> [AVAILABLE RECORDS]:
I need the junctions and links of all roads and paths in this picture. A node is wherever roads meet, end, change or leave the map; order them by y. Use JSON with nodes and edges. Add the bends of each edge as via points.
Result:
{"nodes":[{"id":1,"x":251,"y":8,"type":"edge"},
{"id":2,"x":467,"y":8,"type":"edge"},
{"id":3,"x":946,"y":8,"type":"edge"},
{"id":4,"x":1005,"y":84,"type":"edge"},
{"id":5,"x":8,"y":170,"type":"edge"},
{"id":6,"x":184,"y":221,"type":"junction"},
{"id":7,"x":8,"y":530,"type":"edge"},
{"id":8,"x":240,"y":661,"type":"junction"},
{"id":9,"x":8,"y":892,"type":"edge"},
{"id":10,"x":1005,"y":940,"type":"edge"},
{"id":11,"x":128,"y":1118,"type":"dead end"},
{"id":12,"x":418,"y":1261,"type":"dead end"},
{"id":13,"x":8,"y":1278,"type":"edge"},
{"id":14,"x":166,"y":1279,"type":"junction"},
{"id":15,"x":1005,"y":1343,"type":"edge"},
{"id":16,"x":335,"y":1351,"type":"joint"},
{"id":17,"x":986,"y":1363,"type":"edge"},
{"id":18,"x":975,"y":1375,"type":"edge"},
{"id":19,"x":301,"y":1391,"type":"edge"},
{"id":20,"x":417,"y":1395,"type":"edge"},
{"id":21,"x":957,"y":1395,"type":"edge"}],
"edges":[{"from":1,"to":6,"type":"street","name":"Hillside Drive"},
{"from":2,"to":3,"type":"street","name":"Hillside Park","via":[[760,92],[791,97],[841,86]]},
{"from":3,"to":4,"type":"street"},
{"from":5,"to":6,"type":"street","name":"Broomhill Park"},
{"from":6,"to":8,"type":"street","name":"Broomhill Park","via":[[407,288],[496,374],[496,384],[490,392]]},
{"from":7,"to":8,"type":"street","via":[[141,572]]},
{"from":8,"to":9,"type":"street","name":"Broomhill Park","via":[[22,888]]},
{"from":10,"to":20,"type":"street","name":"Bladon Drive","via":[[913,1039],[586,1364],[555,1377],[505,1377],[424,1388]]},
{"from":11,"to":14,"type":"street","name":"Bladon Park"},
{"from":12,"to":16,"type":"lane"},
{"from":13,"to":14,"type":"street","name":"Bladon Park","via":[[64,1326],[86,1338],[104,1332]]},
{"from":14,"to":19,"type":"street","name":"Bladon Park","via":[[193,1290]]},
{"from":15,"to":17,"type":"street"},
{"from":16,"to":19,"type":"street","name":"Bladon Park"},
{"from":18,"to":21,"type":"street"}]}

> [WORK ORDER]:
For every line above that includes the string "edges", copy the line.

> [SOLVED PROBLEM]:
I need the junctions and links of all roads and paths in this picture. A node is wherever roads meet, end, change or leave the map; order them by y. Use JSON with nodes and edges. Add the bends of each edge as via points.
"edges":[{"from":1,"to":6,"type":"street","name":"Hillside Drive"},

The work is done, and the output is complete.